Sunday, December 1, 2013

Assignment: Kyoto - Part 3

Out on my own..

Michelle had her conference to deal with and the remaining days that I had in Kyoto was entirely up to how I plan to do things.
So, I took a trip to the downtown area on my first day.
The subway fare from Kokusaikaikan to the Kyoto Central station costs 280 Yen (RM8.80) one-way.
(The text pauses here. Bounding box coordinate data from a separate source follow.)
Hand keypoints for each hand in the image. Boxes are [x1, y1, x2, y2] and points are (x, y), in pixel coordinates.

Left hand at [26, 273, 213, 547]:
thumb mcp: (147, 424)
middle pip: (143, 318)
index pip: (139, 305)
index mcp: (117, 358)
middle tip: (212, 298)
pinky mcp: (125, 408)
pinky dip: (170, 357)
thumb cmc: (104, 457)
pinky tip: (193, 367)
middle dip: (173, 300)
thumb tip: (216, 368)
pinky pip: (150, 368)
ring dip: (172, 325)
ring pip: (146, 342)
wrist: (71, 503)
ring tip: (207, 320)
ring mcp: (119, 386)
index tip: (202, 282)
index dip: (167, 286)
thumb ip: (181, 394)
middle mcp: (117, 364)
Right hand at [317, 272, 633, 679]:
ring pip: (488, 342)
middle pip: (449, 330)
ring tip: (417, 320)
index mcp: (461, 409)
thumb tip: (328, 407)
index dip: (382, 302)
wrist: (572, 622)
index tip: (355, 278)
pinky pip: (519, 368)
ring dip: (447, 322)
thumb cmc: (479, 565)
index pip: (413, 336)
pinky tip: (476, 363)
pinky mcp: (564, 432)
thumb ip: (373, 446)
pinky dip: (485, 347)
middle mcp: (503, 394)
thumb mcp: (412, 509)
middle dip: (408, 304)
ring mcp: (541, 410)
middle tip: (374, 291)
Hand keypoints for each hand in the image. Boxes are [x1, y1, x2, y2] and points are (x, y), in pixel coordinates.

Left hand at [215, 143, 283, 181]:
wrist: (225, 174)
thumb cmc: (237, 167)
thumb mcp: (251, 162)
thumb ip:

If you plan to use the subway a lot, there is a day pass that costs 600 Yen (RM18.90).
Taxi fares can cost a bomb, so, avoid this at all cost.
From Kokusaikaikan, the ride to Kyoto Central is roughly about 25-minutes.
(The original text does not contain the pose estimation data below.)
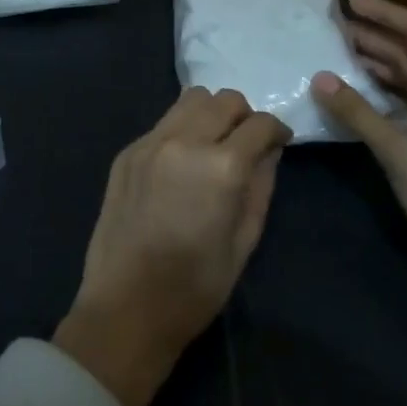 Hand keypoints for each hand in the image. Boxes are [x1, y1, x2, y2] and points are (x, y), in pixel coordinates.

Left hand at [54, 88, 290, 405]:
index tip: (280, 143)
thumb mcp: (245, 240)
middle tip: (247, 144)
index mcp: (221, 166)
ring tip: (213, 145)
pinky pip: (163, 123)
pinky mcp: (127, 152)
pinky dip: (181, 130)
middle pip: (224, 100)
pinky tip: (181, 163)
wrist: (127, 305)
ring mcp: (150, 143)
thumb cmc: (196, 285)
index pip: (260, 124)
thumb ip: (261, 185)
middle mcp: (184, 141)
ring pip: (190, 100)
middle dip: (244, 116)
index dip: (277, 130)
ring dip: (210, 114)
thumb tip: (270, 151)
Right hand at [313, 0, 406, 345]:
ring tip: (337, 54)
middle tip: (333, 29)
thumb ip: (359, 112)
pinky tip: (354, 94)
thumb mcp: (400, 153)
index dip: (389, 14)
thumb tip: (320, 76)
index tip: (351, 4)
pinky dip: (381, 94)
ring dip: (378, 65)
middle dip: (377, 37) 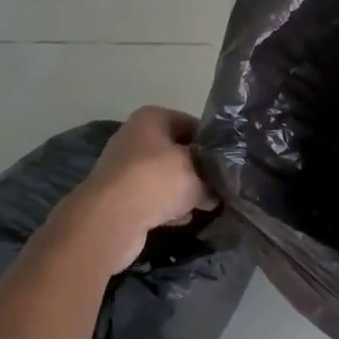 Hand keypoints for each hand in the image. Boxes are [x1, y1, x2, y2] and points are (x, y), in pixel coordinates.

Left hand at [57, 106, 216, 271]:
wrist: (109, 220)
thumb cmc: (157, 180)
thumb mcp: (198, 170)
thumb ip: (213, 173)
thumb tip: (218, 186)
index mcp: (152, 118)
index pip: (194, 124)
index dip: (213, 142)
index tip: (229, 161)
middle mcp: (135, 137)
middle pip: (178, 151)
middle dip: (199, 169)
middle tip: (221, 184)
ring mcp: (124, 168)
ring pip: (165, 176)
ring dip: (184, 190)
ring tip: (207, 204)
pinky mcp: (119, 196)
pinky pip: (152, 197)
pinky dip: (167, 206)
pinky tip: (184, 218) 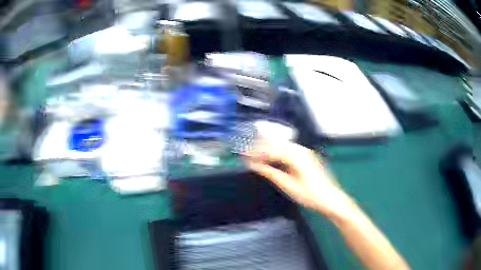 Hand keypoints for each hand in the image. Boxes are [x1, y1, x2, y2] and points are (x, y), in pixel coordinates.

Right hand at [245, 141, 351, 216]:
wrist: (330, 198)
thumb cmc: (310, 195)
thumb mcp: (288, 186)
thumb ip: (271, 173)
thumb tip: (254, 166)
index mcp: (297, 157)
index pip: (272, 150)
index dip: (256, 153)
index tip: (244, 157)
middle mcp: (301, 150)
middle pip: (276, 144)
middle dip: (260, 149)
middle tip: (246, 155)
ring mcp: (305, 152)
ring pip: (282, 146)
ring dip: (268, 150)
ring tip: (255, 156)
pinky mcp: (306, 156)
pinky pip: (288, 150)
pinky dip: (277, 153)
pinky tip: (271, 158) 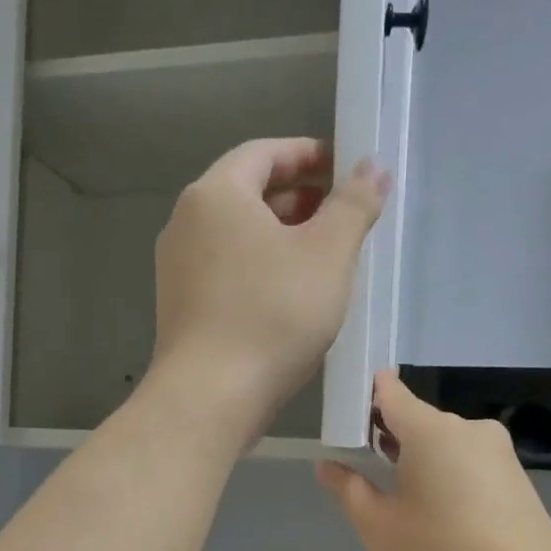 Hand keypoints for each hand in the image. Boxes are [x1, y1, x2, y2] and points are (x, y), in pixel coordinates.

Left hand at [151, 139, 387, 434]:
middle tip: (340, 214)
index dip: (307, 154)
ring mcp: (177, 268)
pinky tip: (289, 296)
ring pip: (236, 236)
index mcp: (216, 194)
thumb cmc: (272, 315)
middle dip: (297, 198)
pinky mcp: (181, 307)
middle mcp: (186, 223)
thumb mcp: (327, 254)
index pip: (264, 153)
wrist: (209, 396)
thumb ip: (353, 205)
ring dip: (280, 237)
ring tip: (322, 256)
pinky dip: (259, 268)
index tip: (344, 168)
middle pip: (247, 193)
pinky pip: (226, 270)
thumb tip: (372, 166)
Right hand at [317, 372, 550, 550]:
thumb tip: (328, 464)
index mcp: (430, 429)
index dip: (366, 397)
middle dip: (390, 438)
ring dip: (420, 460)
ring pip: (445, 444)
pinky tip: (442, 515)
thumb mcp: (378, 526)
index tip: (348, 417)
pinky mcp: (516, 475)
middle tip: (366, 472)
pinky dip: (449, 476)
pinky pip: (469, 463)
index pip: (391, 393)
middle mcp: (466, 427)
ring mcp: (498, 450)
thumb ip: (348, 489)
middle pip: (418, 420)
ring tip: (404, 502) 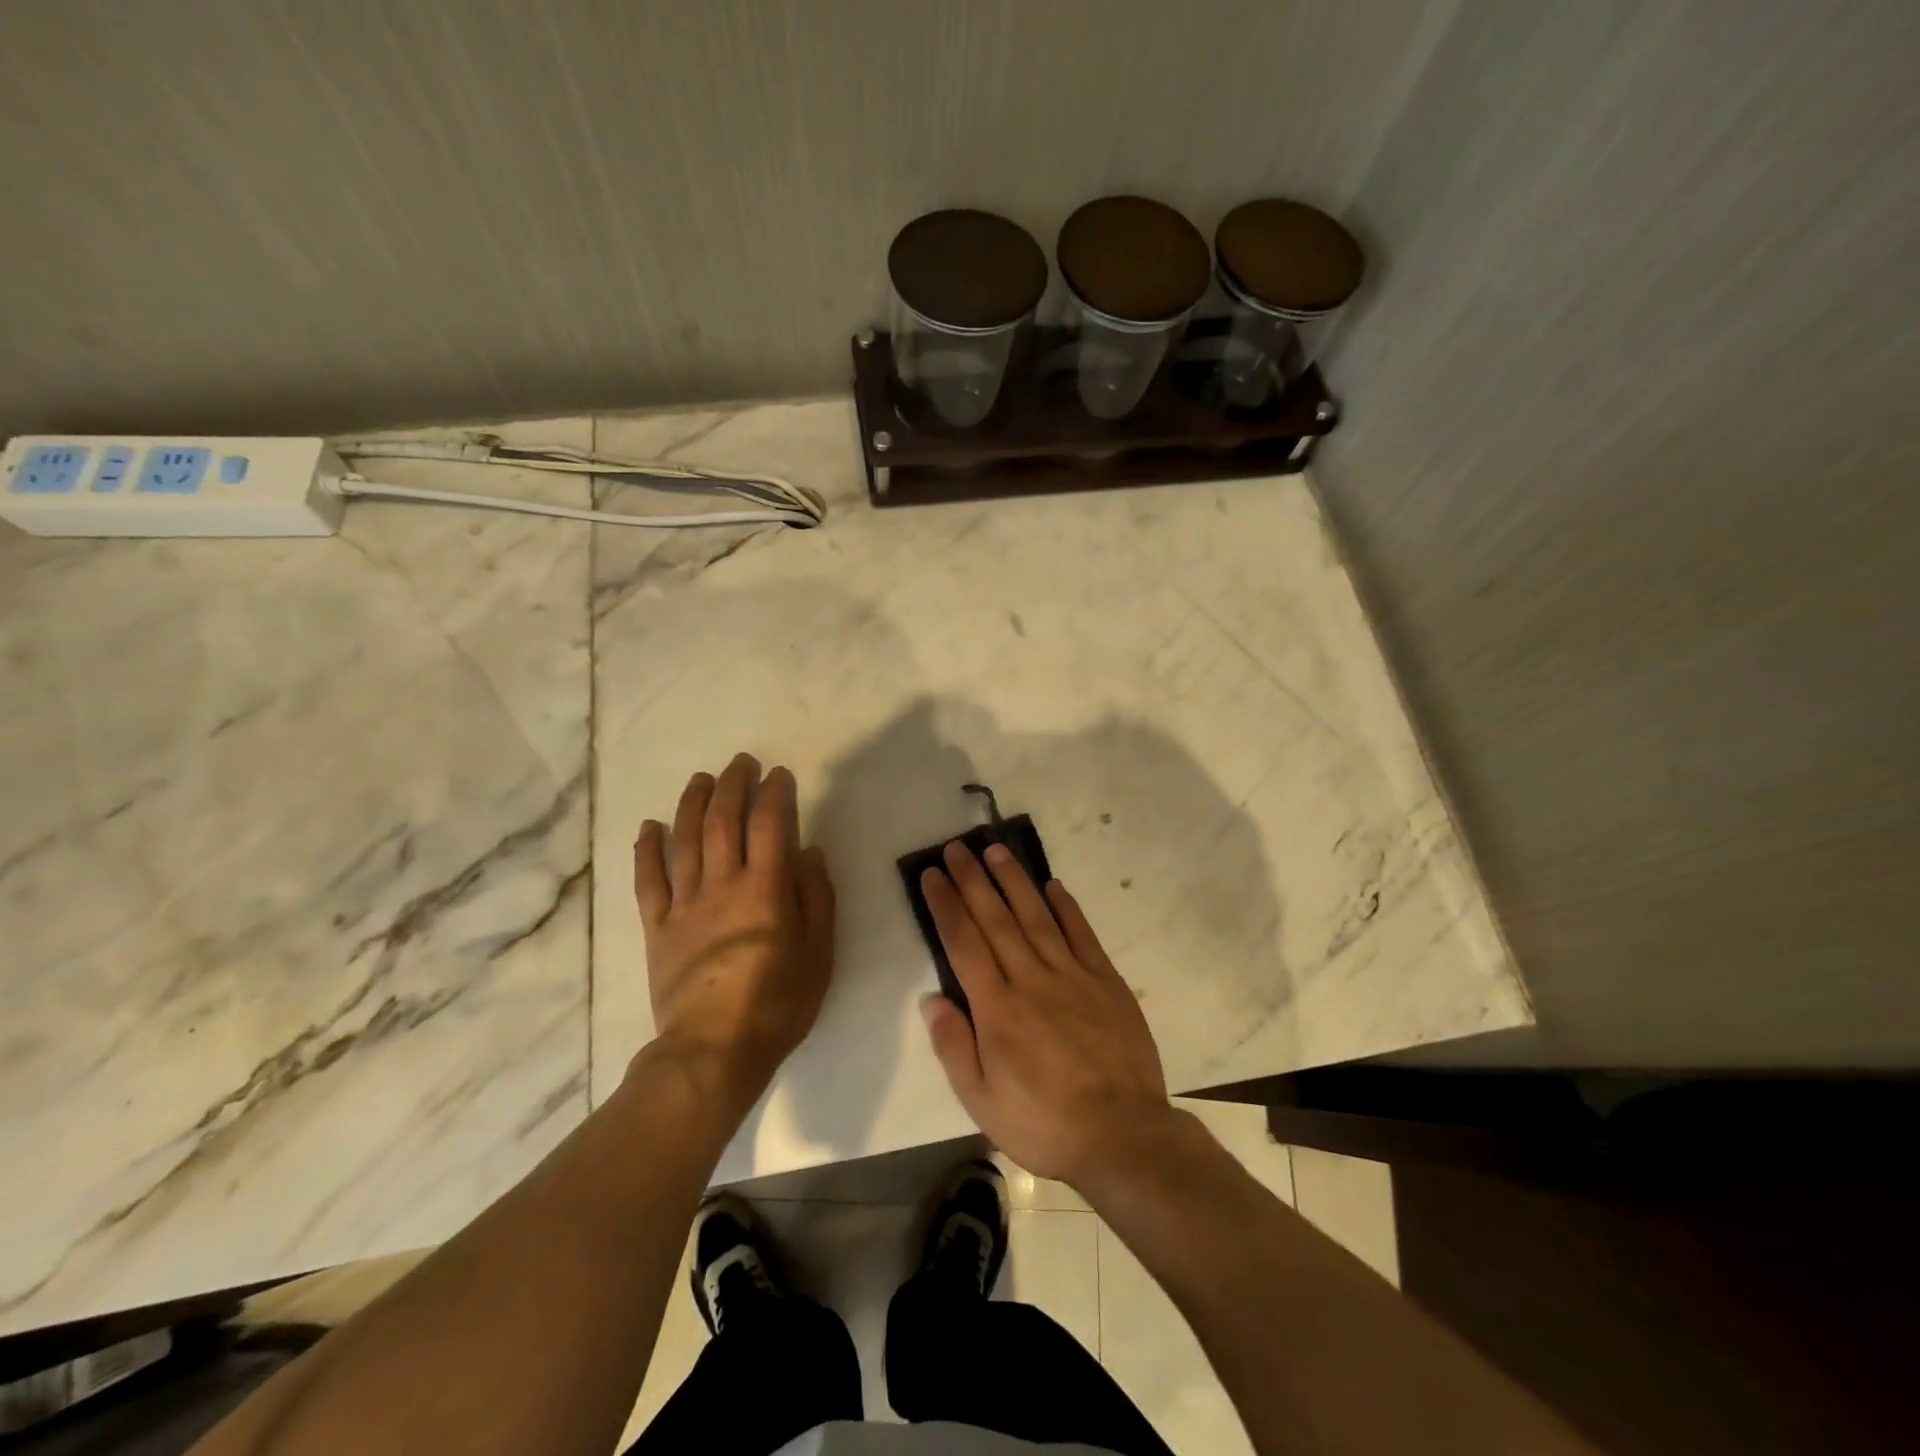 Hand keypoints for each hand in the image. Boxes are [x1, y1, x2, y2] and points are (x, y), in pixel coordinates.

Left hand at [633, 754, 834, 1107]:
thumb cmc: (778, 1003)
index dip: (774, 793)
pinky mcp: (657, 928)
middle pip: (723, 821)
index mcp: (765, 889)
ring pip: (684, 841)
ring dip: (692, 804)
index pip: (769, 825)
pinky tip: (650, 826)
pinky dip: (647, 850)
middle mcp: (722, 885)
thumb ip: (816, 898)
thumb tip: (809, 853)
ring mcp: (684, 905)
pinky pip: (648, 881)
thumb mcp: (819, 953)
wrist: (713, 1051)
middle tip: (741, 763)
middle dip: (733, 785)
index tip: (779, 775)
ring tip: (701, 780)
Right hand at [919, 841, 1172, 1187]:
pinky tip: (1053, 885)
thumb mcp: (982, 1102)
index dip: (946, 905)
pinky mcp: (1106, 982)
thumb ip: (954, 1047)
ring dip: (1014, 881)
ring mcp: (1072, 976)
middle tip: (958, 847)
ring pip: (1036, 916)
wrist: (1122, 1137)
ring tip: (996, 850)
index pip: (964, 943)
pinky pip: (1082, 935)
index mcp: (997, 1009)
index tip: (933, 875)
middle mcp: (1031, 980)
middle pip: (996, 919)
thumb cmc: (1044, 1123)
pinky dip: (1066, 907)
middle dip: (973, 880)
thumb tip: (931, 998)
The outskirts with Mount Heiai in the background

A typical scene in the subway
 After alighting from the train, I walked towards Yodobashi electronics store.
This is one of the very few places that opens at 9am till 9pm and you can find a lot of electronic stuff including cameras and bicycles sold at the store.
I found the camera stuff too expensive and the bikes are extremely cheesy.
But that's just the way it is in Japan. 
If you come visit with a preconceived idea that the common Japanese dude would cycle a real cool bike, then you would be in for a rude shock.
Most of the Japanese bikes are cheap stuff that will find its way to a used bicycle shop in Malaysia.
High-end bikes are only sold in boutiques are these are considered as "expensive" in the country. 
Compared with what I witnessed, I'd say that we Malaysians are spoiled in terms of choices when it comes to quality folding bikes.
From Yodobashi, I took a walk around the downtown area.
After crossing two traffic lights, I came to a park area and took some photos there.
The sunlight and the foliage in late fall is a sight to behold!
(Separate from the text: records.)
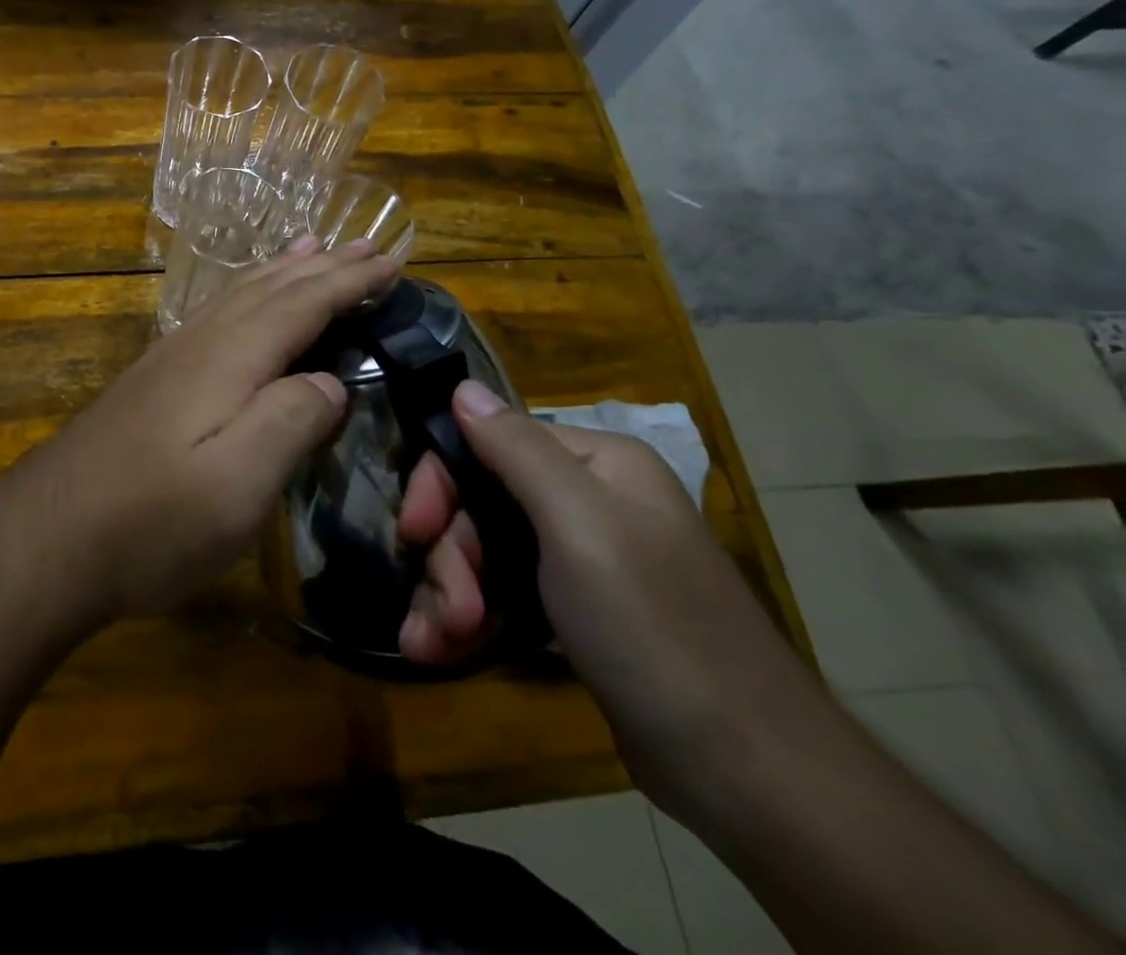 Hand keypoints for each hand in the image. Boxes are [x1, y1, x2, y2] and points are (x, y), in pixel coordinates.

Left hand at [24, 239, 399, 622]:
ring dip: (281, 271)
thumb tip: (332, 381)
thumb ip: (289, 421)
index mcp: (229, 359)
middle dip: (321, 265)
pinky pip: (215, 316)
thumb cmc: (149, 521)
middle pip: (270, 289)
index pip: (301, 303)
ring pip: (237, 296)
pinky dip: (245, 296)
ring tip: (309, 248)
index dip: (347, 280)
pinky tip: (243, 307)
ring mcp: (169, 359)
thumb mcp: (235, 485)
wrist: (45, 538)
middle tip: (365, 243)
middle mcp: (199, 343)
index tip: (391, 260)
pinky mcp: (152, 382)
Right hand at [397, 385, 820, 813]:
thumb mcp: (580, 526)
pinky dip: (465, 618)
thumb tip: (462, 385)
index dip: (441, 482)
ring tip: (434, 642)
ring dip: (447, 593)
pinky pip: (499, 592)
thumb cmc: (654, 628)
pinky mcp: (573, 612)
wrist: (745, 773)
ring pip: (481, 551)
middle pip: (479, 502)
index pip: (487, 441)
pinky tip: (441, 648)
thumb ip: (515, 450)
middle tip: (445, 612)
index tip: (412, 530)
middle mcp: (585, 499)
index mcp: (595, 463)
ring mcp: (579, 557)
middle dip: (449, 555) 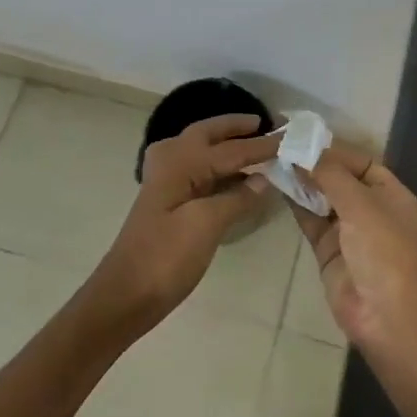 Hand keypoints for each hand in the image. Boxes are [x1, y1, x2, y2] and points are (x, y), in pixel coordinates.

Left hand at [96, 114, 280, 329]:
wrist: (126, 294)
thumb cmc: (166, 257)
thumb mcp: (206, 224)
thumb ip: (237, 198)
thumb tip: (265, 178)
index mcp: (181, 163)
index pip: (231, 149)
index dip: (262, 145)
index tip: (291, 135)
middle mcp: (171, 163)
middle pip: (208, 135)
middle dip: (235, 127)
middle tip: (264, 123)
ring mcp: (167, 183)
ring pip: (201, 151)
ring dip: (226, 144)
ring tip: (255, 142)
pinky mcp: (169, 203)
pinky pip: (199, 172)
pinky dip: (219, 167)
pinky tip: (236, 177)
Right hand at [290, 142, 416, 350]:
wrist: (385, 315)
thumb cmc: (384, 251)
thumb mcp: (362, 205)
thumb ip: (331, 175)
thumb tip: (304, 151)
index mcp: (392, 195)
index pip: (362, 162)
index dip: (335, 150)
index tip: (303, 137)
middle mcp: (372, 210)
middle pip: (340, 179)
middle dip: (315, 164)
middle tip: (281, 145)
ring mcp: (349, 231)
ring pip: (322, 199)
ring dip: (302, 181)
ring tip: (274, 160)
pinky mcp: (328, 250)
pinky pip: (310, 220)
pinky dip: (296, 204)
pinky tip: (277, 186)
Fall in its full splendour...
Kyoto tower

A paid bicycle parking facility

Cheap in Japan...

I don't have to worry about breakfast and dinner. It's taken care of.
And when it comes to dealing with the most important meal of the day, I load up to the max in anticipation of a long walk in the downtown area.
A bottle of mineral water costs 150 Yen (RM4.80) from the vending machine. If you carry a water bottle, you can purchase a 2-litre bottle from supermarkets at 89 Yen (RM2.80) a bottle.
And when you are hungry, instant noodles are there to keep your tummy from rumbling.
A typical Nissin Cup Noodle costs 102 Yen (RM3.30) from rural supermarkets and 128 Yen (RM4.20) in 24-hour convenience stores such as "Lawsons", 7-11, Family Mart, Circle K Sunkus and so on.
But if you want something "heavy", then it would be a trip to the Family Mart where lunch boxes are sold.
A typical fare comprising rice with vegetables and meat costs 298 Yen (RM9.40). This is a complete meal and after paying for it, the check-out clerk will heat it up for you with the microwave oven.
This is also a typical set meal for the sararyman (salary-man) on his lunch break.

My lunch box, costing under RM12 in Kyoto

Meals Ready to Eat

Lunch at Family Mart
Walk till you drop...

Statistics recorded by my fitness tracker


On the average, I walked about 15km a day.
Saw lots of interesting places and I did wish that I had my little 16" Dahon bike to cover more areas.